:: EXERCISE INSTRUCTIONS ::
Look through the entries below. Report each line that has the word "Drive" in it.

:: RECORDS SHOWN ::

#####

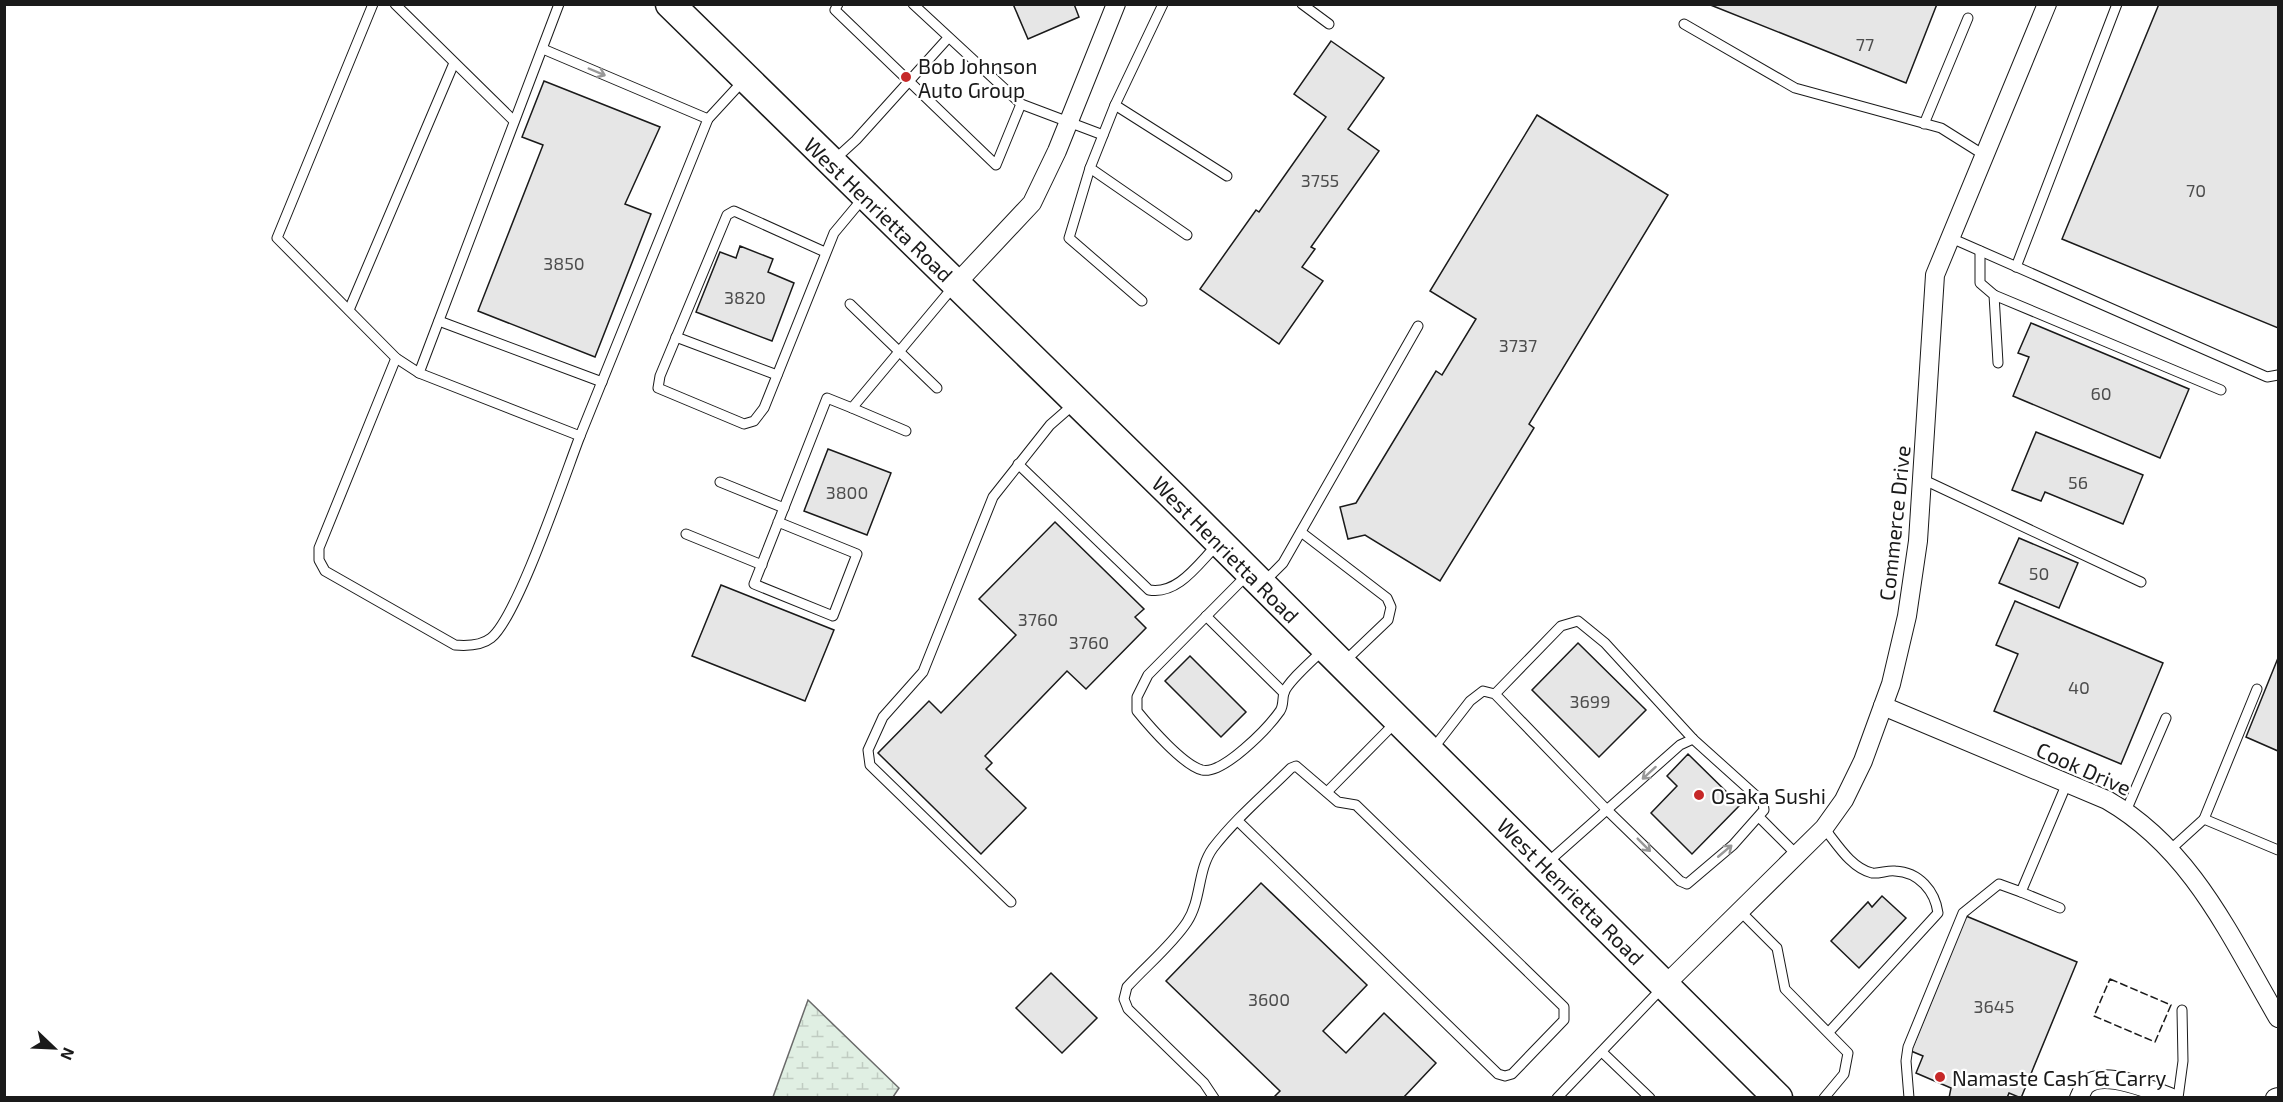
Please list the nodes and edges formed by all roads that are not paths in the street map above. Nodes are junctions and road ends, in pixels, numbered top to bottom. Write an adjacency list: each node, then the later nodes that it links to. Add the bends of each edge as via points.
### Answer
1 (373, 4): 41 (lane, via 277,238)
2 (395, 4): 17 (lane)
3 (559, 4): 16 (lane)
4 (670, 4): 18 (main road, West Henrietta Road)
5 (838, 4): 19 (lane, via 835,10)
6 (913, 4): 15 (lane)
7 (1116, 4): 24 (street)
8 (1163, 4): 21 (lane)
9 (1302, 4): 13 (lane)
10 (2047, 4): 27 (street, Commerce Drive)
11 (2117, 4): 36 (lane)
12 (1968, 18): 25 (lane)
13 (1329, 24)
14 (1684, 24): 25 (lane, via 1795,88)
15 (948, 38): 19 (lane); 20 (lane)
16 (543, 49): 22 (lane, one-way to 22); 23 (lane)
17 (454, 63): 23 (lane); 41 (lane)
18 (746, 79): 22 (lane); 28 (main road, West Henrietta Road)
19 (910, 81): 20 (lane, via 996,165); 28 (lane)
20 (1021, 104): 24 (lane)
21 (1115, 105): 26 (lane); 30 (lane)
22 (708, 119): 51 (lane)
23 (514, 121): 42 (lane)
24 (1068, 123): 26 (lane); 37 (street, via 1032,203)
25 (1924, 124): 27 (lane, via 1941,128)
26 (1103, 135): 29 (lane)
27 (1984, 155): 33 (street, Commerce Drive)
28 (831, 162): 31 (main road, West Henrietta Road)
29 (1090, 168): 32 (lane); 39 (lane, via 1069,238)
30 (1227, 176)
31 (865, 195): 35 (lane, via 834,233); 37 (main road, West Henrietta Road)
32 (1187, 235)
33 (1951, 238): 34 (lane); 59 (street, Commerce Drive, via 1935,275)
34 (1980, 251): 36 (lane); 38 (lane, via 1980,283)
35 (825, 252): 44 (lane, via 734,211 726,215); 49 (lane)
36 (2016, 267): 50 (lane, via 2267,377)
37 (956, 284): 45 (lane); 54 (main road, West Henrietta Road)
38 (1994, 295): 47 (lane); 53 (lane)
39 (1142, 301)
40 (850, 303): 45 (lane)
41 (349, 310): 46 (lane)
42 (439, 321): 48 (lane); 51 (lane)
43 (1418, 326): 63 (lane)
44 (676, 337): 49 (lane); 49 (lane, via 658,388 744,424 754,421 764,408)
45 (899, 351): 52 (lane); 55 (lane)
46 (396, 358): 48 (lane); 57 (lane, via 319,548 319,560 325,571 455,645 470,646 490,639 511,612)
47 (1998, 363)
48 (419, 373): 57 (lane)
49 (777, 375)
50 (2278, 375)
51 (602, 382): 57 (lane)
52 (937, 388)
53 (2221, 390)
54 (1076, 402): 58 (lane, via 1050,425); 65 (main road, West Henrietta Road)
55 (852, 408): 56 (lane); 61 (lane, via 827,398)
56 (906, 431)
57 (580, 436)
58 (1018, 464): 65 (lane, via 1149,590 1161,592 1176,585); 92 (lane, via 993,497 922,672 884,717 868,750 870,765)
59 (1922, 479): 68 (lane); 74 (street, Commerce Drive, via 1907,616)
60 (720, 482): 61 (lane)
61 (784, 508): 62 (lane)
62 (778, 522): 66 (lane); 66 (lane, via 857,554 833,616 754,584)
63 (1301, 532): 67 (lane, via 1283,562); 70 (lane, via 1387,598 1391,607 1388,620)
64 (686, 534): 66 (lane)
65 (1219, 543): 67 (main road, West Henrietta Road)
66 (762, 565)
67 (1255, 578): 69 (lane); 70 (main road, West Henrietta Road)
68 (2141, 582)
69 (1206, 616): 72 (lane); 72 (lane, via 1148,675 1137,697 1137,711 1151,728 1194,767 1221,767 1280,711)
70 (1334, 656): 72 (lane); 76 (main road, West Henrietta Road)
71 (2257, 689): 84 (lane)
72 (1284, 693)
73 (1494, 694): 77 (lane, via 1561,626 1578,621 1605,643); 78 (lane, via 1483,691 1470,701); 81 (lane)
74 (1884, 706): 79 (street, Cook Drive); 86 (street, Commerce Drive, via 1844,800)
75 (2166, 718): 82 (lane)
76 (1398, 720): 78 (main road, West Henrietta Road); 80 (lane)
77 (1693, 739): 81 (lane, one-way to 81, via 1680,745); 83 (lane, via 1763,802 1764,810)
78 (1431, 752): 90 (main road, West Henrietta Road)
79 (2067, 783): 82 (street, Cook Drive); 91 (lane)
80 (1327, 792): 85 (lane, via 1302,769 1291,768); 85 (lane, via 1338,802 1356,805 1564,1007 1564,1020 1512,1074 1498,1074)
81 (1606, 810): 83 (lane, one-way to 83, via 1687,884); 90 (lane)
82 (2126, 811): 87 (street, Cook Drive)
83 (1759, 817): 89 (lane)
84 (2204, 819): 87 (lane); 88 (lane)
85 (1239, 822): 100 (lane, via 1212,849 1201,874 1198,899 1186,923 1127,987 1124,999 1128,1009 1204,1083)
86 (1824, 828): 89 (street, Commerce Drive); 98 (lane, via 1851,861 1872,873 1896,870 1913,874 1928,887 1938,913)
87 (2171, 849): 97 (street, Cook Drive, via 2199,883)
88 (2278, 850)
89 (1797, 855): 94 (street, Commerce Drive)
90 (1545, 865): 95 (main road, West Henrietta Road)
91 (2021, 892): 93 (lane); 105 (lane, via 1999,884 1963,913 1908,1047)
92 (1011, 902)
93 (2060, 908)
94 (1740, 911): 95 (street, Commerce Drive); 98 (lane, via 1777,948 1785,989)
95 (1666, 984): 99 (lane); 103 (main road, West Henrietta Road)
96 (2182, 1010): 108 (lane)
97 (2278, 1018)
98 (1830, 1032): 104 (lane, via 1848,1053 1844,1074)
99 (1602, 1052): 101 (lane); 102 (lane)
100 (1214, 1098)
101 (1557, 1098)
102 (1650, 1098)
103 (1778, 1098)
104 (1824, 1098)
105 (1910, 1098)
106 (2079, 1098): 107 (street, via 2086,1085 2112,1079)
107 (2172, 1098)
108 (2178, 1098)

#####

:: SOLVED EXERCISE ::
10 (2047, 4): 27 (street, Commerce Drive)
27 (1984, 155): 33 (street, Commerce Drive)
33 (1951, 238): 34 (lane); 59 (street, Commerce Drive, via 1935,275)
59 (1922, 479): 68 (lane); 74 (street, Commerce Drive, via 1907,616)
74 (1884, 706): 79 (street, Cook Drive); 86 (street, Commerce Drive, via 1844,800)
79 (2067, 783): 82 (street, Cook Drive); 91 (lane)
82 (2126, 811): 87 (street, Cook Drive)
86 (1824, 828): 89 (street, Commerce Drive); 98 (lane, via 1851,861 1872,873 1896,870 1913,874 1928,887 1938,913)
87 (2171, 849): 97 (street, Cook Drive, via 2199,883)
89 (1797, 855): 94 (street, Commerce Drive)
94 (1740, 911): 95 (street, Commerce Drive); 98 (lane, via 1777,948 1785,989)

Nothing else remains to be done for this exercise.